I'm doing this without a teacher, so this isn't really a homework question, but this still seemed the most appropriate forum.

I have the following question:
A square board, of side 2a and mass M, is to be used to estimate the speed of bullets. It is freely hinged about one horizontal edge and hangs at rest in a vertical plane. A bullet of mass m, travelling horizontally with speed V hits the borad at its centre and becomes embedded in it. The board then rotates through an angle x before coming to rest.
i) Show that the initial angular speed of the board is 3mv/(4M+3m)a

My attempt:
Using Conservation of Energy:
1/2mV^2 = 1/2Iw^2 (w = angular speed)
=1/2(4/3Ma^2 + ma^2)w^2
w^2 = (3mV^2)/(4M+3m)a^2

This almost gives the solution, but with some 'squarings' that I don't want. Any idea where I've gone wrong?

Thanks!

2. May 20, 2006

### George Jones

Staff Emeritus
While energy is conserved, kinetic energy is not, since some of the bullet's initial kinetic energy goes into heating and deforming the wood. Since it is not obvious how must energy goes into these processes, conservation of energy is not useful initially here. Conservation of (angular) momentum is useful.

Once the board starts swinging, conservation of energy can be used.
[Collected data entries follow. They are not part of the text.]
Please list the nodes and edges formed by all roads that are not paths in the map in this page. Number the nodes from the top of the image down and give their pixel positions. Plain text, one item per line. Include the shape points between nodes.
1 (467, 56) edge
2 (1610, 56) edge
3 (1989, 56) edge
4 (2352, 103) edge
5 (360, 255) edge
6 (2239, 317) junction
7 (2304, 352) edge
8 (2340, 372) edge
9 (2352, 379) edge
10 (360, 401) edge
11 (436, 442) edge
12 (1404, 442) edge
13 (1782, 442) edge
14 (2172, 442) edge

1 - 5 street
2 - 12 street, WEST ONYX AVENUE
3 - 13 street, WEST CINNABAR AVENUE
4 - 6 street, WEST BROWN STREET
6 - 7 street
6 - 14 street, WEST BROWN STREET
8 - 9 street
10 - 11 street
This thread probably should have been started in the Introductory Physics forum, as this is a math forum. Don't try and move it - maybe a friendly Mentor will come along and move it for us.

Regards,
George

3. May 20, 2006

### Nevermore

Thanks for that. I posted it as math because it's part of the math course I'm doing.

4. May 20, 2006

### George Jones

Staff Emeritus
Interesting - I certainly have seen physics applications covered in math courses, but I don't think I've seen this one in a math coures. This type of question is typical for a first-year general physics course.

In any event, did you get it to work out OK? If not, just post some more questions.

Regards,
George

5. May 20, 2006

### Nevermore

I've got it now, thanks for the help.